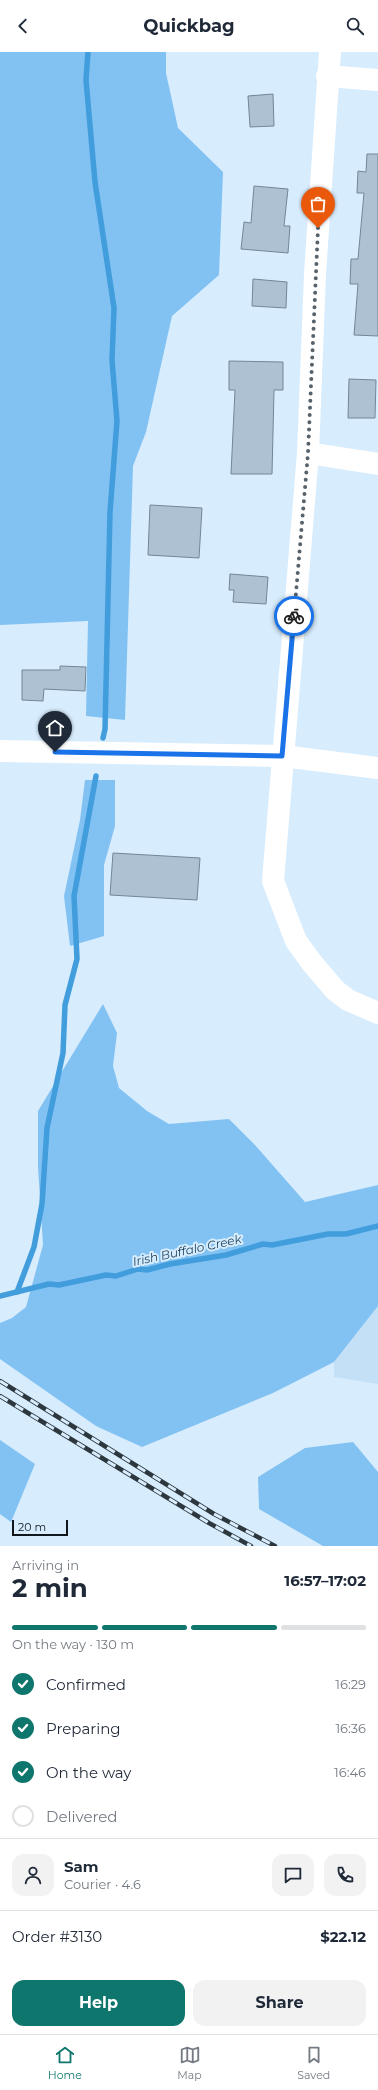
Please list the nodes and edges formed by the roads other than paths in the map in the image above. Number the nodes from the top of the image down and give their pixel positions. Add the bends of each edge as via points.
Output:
1 (330, 52) edge
2 (327, 76) junction
3 (378, 80) edge
4 (308, 453) junction
5 (378, 464) edge
6 (0, 751) edge
7 (282, 756) junction
8 (378, 768) edge
9 (378, 1013) edge

1 - 2 street
2 - 3 street
2 - 4 street via 315,274
4 - 5 street
4 - 7 street
6 - 7 street
7 - 8 street
7 - 9 street via 273,881 281,907 296,941 335,990 348,1000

+--

■ WHAT IS REQUIRED: All entries above must be repeated exactly; pictures are to be left out.

■ ANSWER TO THE EXERCISE:
Please list the nodes and edges formed by the roads other than paths in the map in the image above. Number the nodes from the top of the image down and give their pixel positions. Add the bends of each edge as via points.
Output:
1 (330, 52) edge
2 (327, 76) junction
3 (378, 80) edge
4 (308, 453) junction
5 (378, 464) edge
6 (0, 751) edge
7 (282, 756) junction
8 (378, 768) edge
9 (378, 1013) edge

1 - 2 street
2 - 3 street
2 - 4 street via 315,274
4 - 5 street
4 - 7 street
6 - 7 street
7 - 8 street
7 - 9 street via 273,881 281,907 296,941 335,990 348,1000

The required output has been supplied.